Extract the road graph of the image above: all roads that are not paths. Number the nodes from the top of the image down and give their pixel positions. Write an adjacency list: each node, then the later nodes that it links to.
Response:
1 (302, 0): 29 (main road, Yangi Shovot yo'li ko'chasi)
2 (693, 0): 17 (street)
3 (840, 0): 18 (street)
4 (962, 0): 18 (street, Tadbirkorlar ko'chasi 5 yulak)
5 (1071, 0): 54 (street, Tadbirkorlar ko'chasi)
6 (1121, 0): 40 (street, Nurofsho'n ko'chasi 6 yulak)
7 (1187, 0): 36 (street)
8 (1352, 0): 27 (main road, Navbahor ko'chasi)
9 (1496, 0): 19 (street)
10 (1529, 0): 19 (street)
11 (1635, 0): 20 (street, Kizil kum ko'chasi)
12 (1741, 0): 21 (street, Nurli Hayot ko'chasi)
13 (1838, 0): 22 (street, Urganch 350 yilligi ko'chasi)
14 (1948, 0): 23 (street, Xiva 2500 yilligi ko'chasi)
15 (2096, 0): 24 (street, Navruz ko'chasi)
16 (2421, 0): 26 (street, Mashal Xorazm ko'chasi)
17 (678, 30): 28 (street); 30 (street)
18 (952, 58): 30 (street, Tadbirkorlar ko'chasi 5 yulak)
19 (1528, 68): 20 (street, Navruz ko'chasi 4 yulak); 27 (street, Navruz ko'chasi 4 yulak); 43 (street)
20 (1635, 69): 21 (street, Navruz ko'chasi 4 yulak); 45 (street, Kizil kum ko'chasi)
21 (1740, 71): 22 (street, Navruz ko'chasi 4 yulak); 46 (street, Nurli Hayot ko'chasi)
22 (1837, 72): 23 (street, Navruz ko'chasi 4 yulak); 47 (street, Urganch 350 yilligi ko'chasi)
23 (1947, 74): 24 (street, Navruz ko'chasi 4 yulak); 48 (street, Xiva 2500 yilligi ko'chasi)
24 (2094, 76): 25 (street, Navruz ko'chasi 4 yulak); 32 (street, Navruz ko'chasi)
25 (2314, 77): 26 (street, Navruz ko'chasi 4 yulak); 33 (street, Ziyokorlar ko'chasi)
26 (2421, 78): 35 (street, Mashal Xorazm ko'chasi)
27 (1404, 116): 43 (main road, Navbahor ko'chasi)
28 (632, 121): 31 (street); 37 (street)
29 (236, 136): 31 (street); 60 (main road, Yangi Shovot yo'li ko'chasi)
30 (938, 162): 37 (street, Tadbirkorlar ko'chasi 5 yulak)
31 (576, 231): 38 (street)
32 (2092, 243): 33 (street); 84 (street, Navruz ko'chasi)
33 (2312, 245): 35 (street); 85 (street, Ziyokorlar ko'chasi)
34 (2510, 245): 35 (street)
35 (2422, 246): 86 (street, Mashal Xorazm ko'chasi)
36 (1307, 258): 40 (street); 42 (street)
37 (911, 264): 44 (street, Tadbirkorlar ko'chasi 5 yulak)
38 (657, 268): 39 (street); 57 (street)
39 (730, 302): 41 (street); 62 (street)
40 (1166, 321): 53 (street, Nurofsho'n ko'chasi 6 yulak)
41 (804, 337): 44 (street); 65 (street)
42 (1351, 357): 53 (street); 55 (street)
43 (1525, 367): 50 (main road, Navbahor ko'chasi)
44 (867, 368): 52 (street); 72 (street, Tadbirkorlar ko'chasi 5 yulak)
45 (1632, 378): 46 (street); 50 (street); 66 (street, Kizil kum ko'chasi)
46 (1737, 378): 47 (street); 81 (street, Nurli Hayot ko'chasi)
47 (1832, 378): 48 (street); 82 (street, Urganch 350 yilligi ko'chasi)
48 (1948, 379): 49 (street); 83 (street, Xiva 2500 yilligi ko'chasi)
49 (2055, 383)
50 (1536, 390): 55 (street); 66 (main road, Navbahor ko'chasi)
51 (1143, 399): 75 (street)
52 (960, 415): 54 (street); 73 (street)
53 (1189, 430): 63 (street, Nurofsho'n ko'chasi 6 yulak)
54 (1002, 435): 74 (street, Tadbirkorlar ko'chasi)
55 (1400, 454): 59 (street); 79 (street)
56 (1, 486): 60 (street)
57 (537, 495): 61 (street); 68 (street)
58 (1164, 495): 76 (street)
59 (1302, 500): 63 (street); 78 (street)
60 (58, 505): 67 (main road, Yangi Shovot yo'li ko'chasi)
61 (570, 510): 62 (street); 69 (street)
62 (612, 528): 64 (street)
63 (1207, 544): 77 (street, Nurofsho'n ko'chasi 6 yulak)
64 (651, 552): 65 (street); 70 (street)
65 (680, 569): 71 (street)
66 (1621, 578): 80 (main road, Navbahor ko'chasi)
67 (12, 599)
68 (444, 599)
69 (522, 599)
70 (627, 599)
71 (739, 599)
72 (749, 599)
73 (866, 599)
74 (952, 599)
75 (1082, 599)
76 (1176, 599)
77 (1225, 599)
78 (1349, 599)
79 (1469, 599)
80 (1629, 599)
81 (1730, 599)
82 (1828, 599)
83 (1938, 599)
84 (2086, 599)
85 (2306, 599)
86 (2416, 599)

- [TASK OBJECTIVE]: Go through the records line by line, and copy each line that holds the string "main".

- [RESULT OF THE TASK]:
1 (302, 0): 29 (main road, Yangi Shovot yo'li ko'chasi)
8 (1352, 0): 27 (main road, Navbahor ko'chasi)
27 (1404, 116): 43 (main road, Navbahor ko'chasi)
29 (236, 136): 31 (street); 60 (main road, Yangi Shovot yo'li ko'chasi)
43 (1525, 367): 50 (main road, Navbahor ko'chasi)
50 (1536, 390): 55 (street); 66 (main road, Navbahor ko'chasi)
60 (58, 505): 67 (main road, Yangi Shovot yo'li ko'chasi)
66 (1621, 578): 80 (main road, Navbahor ko'chasi)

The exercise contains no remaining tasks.